Putin also issued a chilling warning to any country thinking of coming to Ukraine’s aid, vowing ‘consequences greater than any you have faced in history’. ‘I hope I have been heard,’ he said.
The mood on the ground in Ukraine was mixed. Some showed incredible resolve – heading to work via train and road even as the bombs dropped. Elderly women in the city of Kharkiv, under heavy attack, gathered in the street to pray. But for others, the sight of Russian attack was too much. Highways out of Kyiv clogged with cars as people fled, while refugees began crossing the borders into Poland and Slovakia.
One Ukrainian woman voiced the outrage of her nation today as she confronted heavily armed Russian soldiers and demanded to know what they were doing in her country.
The woman, wearing a headscarf, shouted at two of the invaders: ‘What the f*** are you doing in our land?’ while one of the embarrassed soldiers in Henichesk, a port city on the sea of Azov, tried to calm her.
She walked away, then called back: ‘You should put sunflower seeds in your pockets so that they will grow on Ukranian land after you die.’
Speaking in an emergency White House press conference, Biden today called Putin a ‘pariah’ on the international stage and called on the West to stand up to the ‘bully’.
But he insisted the US would not be helping Ukraine with troops.
He said: ‘Our forces are not, and will not be, engaged in the conflict with Russia in Ukraine. Our forces are not going to Europe to fight in Ukraine, but to defend our Nato allies and reassure those allies in the east.
‘When the history of this era is written, Putin’s choice to make a totally unjustifiable war on Ukraine will have left Russia weaker and the rest of the world stronger.
‘He has much larger ambitions than Ukraine. He wants to, in fact, re-establish the former Soviet Union. That’s what this is about.’
Meanwhile protesters in Moscow voiced their support for Ukraine as they chanted ‘There is no war’ outside Pushkinskaya Metro station in the Russian capital.
The invasion – a naked attempt to redraw the map of Europe by force – marks the most concerted attempt to up-end world order since the end of the Cold War, and risks sparking the bloodiest conflict in Europe since the end of the Second World War.
Underlining the gravity of the moment, Ukrainian Interior Ministry advisor Anton Herashchenko said: ‘Starting today, the world has a new geopolitical reality. Either Ukraine and the world will stop the new Hitler now, or there will be a Third World War.’
Western leaders lined up to condemn Russia’s actions in the early hours, with security councils convened the world over to mount a response. Heavy sanctions are expected to follow, along with more shipments of military equipment to Ukraine – provided they can find a route in.

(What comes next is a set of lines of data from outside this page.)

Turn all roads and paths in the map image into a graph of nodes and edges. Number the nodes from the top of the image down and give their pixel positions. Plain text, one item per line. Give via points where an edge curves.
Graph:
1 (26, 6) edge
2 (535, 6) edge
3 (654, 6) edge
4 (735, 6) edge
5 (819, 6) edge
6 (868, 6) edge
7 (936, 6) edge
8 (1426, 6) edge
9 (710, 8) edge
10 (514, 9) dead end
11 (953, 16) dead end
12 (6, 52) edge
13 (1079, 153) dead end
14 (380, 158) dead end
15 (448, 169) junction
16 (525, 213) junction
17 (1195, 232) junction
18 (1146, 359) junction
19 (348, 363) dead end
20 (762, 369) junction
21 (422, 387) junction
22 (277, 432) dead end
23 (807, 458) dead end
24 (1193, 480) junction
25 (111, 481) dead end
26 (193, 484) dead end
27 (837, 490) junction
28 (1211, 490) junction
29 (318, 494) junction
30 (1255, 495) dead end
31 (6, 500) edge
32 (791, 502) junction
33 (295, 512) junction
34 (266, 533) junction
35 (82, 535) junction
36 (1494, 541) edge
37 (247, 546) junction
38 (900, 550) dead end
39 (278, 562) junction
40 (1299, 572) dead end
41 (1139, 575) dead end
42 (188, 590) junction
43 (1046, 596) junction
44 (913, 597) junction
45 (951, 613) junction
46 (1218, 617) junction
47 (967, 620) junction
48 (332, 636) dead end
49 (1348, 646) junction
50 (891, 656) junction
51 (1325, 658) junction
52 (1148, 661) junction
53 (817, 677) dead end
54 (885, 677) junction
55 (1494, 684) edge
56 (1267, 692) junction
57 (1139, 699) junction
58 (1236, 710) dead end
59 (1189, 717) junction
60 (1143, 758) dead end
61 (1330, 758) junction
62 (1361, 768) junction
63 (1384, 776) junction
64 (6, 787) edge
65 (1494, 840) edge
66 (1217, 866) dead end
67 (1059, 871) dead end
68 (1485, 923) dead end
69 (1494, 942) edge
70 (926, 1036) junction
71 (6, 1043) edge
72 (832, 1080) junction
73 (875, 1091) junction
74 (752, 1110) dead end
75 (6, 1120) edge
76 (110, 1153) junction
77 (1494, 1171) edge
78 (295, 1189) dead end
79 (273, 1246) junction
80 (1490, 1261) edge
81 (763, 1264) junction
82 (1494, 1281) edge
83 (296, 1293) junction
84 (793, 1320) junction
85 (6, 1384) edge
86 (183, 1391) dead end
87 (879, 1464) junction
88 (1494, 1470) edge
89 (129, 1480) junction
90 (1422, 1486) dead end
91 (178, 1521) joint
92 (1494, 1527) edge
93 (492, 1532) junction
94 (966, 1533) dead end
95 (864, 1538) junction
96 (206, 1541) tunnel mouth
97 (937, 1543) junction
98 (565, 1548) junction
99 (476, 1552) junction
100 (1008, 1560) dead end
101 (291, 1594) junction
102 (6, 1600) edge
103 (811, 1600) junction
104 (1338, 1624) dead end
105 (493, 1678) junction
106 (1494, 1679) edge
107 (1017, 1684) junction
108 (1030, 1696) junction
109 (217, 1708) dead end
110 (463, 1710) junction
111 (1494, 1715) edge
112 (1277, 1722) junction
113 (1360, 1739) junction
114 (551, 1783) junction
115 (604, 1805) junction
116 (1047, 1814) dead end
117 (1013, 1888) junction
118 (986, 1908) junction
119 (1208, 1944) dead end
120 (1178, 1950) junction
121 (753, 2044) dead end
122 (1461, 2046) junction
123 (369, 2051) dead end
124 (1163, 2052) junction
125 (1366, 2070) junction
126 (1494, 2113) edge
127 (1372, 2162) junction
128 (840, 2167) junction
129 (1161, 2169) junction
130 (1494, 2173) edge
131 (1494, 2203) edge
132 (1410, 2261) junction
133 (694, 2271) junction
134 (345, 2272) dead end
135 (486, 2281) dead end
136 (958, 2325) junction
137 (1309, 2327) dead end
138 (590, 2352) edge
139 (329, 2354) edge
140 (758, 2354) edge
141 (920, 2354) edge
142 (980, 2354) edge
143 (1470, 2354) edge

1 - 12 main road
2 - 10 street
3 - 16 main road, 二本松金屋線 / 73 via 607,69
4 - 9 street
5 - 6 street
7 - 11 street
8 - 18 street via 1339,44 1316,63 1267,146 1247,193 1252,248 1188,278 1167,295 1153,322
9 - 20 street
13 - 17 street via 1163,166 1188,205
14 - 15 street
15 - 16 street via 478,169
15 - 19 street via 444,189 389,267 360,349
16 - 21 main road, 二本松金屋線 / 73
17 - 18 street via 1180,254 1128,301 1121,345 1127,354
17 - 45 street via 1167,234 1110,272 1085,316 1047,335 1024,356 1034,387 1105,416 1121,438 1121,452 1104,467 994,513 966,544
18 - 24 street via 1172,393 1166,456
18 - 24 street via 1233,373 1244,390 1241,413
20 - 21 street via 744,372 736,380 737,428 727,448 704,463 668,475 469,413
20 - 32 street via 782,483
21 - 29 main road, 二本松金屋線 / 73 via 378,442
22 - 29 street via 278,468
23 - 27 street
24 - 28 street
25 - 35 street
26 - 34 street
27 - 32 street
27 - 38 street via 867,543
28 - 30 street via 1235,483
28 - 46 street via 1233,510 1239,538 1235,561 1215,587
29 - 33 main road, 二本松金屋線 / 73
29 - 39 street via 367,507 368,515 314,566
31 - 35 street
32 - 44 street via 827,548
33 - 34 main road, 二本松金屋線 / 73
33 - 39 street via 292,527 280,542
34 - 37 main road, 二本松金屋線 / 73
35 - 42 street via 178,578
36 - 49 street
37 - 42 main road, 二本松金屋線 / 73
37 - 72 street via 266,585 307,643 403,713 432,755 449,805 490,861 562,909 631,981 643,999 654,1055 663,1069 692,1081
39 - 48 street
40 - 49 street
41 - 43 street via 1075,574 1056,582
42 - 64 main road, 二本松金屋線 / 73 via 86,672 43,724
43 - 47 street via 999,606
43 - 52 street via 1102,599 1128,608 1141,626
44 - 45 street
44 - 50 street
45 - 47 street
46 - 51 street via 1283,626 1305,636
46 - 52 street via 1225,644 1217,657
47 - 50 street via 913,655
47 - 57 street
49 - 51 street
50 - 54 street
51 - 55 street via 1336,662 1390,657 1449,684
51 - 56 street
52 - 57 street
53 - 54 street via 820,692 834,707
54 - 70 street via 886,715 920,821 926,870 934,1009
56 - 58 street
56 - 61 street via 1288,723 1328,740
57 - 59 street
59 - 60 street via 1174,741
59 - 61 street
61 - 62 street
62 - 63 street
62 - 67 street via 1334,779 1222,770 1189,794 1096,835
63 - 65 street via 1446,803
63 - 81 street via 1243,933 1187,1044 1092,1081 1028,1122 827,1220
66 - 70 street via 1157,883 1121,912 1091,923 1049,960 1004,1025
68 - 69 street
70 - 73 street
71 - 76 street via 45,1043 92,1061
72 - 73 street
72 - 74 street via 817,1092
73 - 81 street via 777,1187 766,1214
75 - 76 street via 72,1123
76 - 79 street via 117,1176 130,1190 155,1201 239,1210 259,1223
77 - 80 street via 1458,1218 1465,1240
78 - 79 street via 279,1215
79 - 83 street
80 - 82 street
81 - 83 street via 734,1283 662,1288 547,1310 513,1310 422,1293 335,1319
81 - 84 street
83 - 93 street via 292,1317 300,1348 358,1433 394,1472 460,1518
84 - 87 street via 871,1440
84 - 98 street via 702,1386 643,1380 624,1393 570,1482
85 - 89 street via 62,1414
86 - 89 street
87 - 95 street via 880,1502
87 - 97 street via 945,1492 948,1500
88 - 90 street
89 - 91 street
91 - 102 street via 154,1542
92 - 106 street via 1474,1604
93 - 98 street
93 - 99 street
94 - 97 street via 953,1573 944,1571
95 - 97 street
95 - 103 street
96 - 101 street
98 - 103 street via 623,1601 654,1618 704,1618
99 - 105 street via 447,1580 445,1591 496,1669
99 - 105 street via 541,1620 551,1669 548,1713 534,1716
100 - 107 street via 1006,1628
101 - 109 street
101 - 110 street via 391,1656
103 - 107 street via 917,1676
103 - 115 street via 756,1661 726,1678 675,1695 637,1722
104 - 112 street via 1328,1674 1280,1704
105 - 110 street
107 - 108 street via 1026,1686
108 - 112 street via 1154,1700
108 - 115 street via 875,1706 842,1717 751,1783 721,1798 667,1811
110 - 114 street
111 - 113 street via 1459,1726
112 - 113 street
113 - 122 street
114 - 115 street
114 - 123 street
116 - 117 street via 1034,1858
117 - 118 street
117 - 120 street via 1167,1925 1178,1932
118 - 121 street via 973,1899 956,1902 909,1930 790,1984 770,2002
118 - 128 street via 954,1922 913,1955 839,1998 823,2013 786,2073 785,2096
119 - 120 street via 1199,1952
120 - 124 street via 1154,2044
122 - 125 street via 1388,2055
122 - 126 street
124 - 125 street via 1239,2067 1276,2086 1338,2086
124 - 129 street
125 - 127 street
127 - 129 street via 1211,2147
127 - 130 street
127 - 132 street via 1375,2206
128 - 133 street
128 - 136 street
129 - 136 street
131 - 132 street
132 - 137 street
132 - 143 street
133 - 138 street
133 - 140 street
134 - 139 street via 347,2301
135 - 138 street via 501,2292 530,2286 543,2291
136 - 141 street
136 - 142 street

But NATO and the US have made it clear that no troops will be sent, leaving Ukraine’s military – far the inferior of Russia – to hold off the assault alone. Few expect it to emerge victorious from what is almost certain to be a prolonged, bloody, and vicious war.
NATO is expected to focus its efforts on stopping the war from spilling over into neighbouring countries. Poland, a member of the alliance, shares an extensive land border with Ukraine. The Baltic states – Estonia, Latvia and Lithuania, also NATO members – will now fear a Russian assault.
The alliance began moving its forces early Thursday, putting 100 warplanes on high alert in Europe whole moving more troops to the Baltics.
Moldova, where some Russian ground troops are already based, is also at risk of falling to Putin. From there, he could strike out at Romania – another former Soviet state.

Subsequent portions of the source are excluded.